I don't tend to believe everything I read or hear, but two similar customer service stories are enough to give me pause.
 

If you leave it sitting how it is, it will take a longer time to flatten back out.
When a piece of wood curls upward that is because the moisture evaporated out of the topside faster than the underside.
With wood the dry portion shrinks and the wet portion expands.
Flipping it over will allow the moisture to evaporate from the underside.
The reason for standing on edge is so both sides can dry evenly.
These are just the basic mechanics of any wood that can absorb moisture.

After the board has dried on both sides and settled back to flat I would be sure to oil it well and apply some board butter.
Kind of like taking care of a pair of leather shoes.

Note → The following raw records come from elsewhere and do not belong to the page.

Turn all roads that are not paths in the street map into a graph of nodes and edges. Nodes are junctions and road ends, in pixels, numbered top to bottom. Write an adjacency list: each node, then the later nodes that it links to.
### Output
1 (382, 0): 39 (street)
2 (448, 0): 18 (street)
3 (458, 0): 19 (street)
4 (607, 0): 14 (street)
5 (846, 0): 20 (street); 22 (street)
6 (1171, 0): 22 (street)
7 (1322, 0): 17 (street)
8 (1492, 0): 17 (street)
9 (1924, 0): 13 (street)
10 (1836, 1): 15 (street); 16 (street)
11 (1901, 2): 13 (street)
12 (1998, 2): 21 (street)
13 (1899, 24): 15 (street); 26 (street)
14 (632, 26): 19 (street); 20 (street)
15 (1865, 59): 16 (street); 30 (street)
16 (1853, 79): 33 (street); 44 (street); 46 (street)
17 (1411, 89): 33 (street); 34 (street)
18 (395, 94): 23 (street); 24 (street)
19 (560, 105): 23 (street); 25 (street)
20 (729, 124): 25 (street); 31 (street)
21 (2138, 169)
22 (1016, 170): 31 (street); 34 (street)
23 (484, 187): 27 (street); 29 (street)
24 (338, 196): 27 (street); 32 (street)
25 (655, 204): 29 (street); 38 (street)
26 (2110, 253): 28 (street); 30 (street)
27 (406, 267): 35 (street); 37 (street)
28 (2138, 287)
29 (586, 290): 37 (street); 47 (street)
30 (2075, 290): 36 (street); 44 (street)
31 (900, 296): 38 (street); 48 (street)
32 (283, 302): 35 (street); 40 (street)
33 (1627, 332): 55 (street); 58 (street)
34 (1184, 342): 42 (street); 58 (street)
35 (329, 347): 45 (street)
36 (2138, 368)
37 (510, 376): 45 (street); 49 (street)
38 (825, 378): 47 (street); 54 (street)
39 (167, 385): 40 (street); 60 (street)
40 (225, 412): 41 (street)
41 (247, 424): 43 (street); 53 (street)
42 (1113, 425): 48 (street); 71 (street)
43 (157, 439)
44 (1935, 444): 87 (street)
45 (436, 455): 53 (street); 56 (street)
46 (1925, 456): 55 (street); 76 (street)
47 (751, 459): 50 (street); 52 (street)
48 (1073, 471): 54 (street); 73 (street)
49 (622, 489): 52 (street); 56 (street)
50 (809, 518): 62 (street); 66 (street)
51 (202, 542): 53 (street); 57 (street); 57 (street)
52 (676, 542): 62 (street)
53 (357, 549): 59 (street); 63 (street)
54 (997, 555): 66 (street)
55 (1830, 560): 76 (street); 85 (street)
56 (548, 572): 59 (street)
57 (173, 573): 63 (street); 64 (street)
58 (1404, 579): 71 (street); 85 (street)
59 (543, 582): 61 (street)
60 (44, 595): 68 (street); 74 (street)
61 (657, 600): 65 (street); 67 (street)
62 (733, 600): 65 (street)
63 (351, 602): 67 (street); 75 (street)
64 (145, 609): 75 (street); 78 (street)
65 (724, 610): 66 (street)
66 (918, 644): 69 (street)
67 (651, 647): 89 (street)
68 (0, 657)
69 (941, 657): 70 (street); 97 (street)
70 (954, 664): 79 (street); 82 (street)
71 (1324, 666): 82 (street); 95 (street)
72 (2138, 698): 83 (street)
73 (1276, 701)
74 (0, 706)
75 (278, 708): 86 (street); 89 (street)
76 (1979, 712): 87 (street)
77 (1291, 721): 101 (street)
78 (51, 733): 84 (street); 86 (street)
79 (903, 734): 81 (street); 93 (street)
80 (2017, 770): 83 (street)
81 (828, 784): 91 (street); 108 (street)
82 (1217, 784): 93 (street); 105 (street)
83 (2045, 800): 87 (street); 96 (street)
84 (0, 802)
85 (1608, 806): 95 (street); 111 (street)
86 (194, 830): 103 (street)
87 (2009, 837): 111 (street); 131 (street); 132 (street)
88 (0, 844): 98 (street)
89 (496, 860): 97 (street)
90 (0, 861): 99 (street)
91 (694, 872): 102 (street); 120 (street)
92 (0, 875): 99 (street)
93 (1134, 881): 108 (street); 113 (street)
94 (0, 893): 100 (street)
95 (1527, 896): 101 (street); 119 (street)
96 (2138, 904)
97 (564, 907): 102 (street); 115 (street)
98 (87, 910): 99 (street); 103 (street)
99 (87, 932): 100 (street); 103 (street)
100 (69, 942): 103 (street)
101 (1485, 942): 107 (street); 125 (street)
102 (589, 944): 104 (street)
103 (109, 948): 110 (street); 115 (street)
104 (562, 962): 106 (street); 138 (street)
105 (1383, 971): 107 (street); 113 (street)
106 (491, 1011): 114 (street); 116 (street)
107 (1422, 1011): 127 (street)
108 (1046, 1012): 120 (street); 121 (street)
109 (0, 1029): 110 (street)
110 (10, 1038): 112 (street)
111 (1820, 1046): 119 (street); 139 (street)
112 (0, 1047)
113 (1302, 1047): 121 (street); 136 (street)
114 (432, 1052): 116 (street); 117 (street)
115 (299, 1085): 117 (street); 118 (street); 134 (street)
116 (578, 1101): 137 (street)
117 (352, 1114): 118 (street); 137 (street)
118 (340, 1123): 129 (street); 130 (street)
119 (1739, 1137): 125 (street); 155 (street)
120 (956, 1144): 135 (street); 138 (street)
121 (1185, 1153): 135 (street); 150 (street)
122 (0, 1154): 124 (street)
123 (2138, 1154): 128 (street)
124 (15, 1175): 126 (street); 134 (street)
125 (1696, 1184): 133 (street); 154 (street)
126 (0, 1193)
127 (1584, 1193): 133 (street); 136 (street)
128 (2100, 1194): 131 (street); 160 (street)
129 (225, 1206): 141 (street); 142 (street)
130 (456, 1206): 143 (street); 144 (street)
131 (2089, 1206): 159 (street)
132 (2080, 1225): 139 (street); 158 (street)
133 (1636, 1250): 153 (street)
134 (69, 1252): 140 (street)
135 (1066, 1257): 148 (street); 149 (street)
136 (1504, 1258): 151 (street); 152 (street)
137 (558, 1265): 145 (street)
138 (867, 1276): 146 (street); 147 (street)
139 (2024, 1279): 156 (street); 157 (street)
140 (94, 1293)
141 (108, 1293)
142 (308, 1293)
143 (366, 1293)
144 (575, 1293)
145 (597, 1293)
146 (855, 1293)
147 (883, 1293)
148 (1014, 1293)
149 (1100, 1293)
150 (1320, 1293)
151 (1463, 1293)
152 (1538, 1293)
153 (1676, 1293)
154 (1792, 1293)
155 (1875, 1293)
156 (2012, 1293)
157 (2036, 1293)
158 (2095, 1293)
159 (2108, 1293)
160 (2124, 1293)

A little basic care and it can last for generations.

One last comment.
If you choose not to keep the board oiled you can do what I have been doing with a board of mine.
Mine is a flat sawn single piece of wood that is almost guaranteed to warp.
But......before I use mine I wet both sides evenly. This expands the wood and keeps food out of the pores.
After use I scrub it with a scotchbrite pad and soapy water then rinse both sides again to get rid of soap residue.
Then I stand it on edge to let it dry.
More than 2 years later it is still flat.
Not because it was a great piece of wood, but because of understanding how wood reacts to water and avoiding conditions that can cause problems.